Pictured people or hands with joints

====================

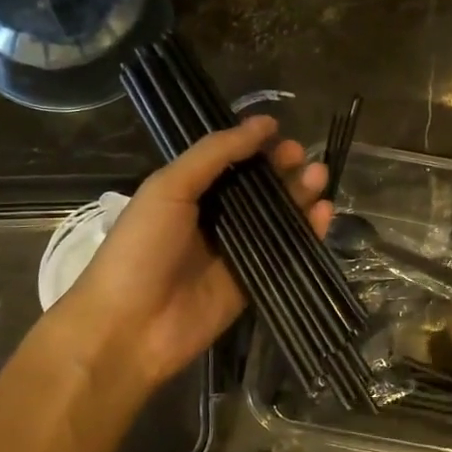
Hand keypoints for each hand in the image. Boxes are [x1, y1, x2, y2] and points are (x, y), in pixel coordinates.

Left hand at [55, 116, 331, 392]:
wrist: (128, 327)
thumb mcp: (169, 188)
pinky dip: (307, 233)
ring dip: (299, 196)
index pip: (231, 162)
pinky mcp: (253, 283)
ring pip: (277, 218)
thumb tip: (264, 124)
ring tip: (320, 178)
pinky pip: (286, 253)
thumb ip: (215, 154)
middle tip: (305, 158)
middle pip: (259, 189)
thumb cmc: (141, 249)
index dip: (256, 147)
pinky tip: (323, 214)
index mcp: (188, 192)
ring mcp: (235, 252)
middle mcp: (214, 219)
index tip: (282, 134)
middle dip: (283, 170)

====================

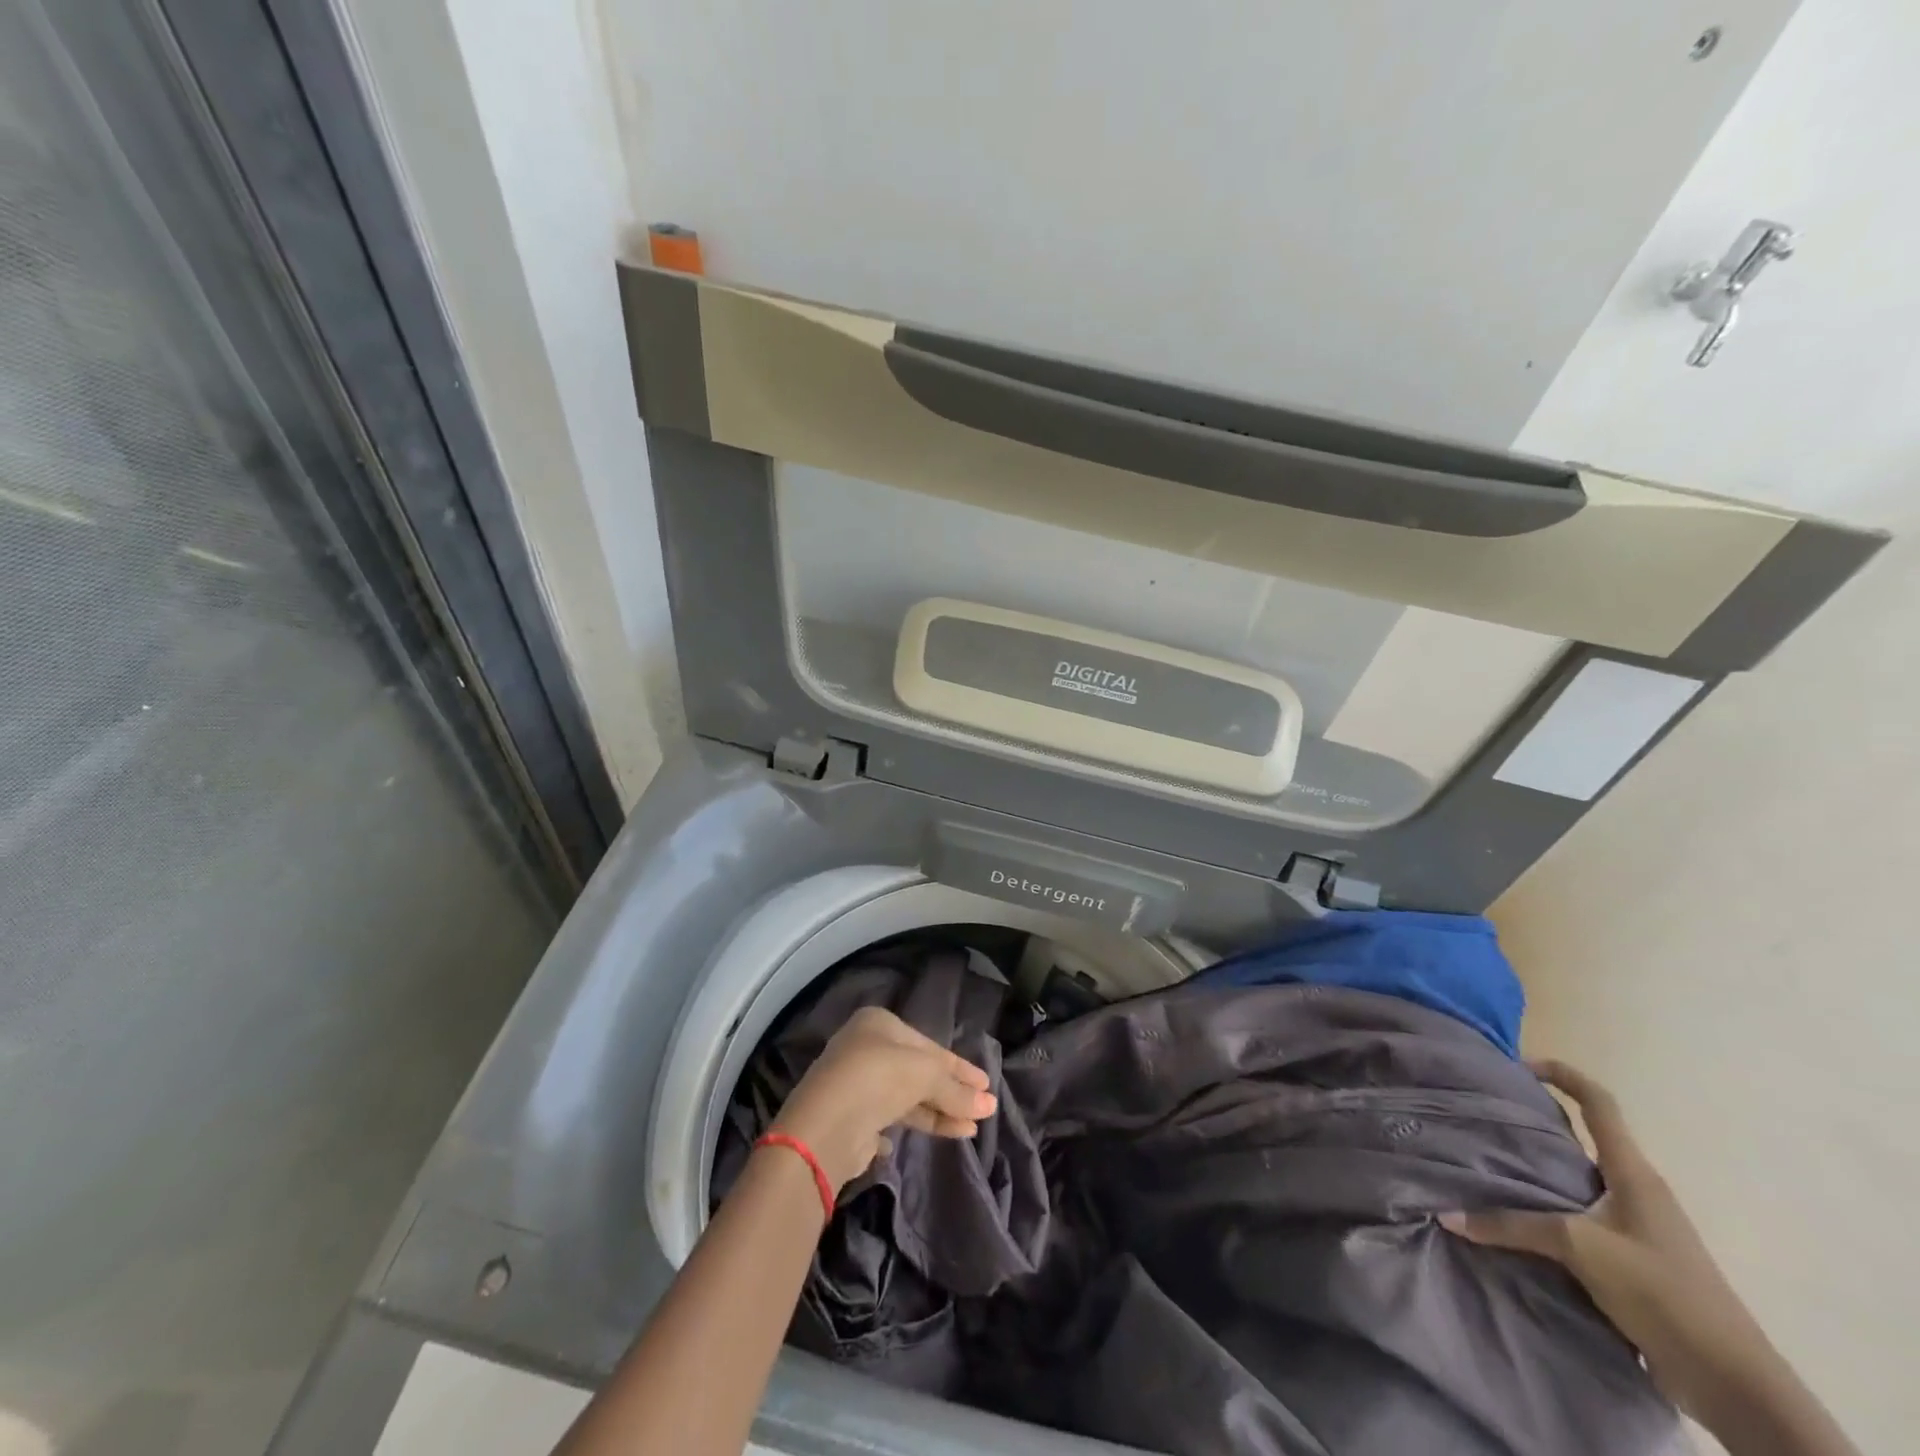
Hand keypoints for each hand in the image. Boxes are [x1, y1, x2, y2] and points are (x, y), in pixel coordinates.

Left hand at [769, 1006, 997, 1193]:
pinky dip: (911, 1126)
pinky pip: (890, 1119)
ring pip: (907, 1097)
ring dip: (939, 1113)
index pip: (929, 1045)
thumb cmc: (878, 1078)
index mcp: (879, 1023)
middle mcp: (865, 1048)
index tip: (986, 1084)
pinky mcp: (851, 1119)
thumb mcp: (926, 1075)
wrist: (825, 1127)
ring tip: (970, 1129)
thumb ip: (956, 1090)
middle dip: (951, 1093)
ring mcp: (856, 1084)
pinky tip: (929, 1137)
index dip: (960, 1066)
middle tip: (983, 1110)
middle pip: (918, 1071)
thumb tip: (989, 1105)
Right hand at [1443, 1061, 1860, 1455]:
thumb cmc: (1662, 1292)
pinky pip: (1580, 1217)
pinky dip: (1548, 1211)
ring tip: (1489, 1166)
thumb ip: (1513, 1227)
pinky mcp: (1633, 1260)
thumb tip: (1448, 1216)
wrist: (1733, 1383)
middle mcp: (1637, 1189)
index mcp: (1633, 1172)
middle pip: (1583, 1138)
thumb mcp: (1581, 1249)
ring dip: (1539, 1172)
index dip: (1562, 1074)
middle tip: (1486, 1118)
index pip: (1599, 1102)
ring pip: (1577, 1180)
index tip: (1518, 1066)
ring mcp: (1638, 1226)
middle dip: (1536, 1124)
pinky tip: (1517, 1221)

====================

**Exercise directions:**
Look above for the line holding "thumb tip: (264, 124)" and the line holding "middle dip: (283, 170)". Retype both, and every line between them, word for word and nothing else.

**Solution below:**
thumb tip: (264, 124)
ring tip: (320, 178)
pinky pip: (286, 253)
thumb ip: (215, 154)
middle tip: (305, 158)
middle pip: (259, 189)
thumb cmc: (141, 249)
index dip: (256, 147)
pinky tip: (323, 214)
index mcp: (188, 192)
ring mcp: (235, 252)
middle mcp: (214, 219)
index tip: (282, 134)
middle dip: (283, 170)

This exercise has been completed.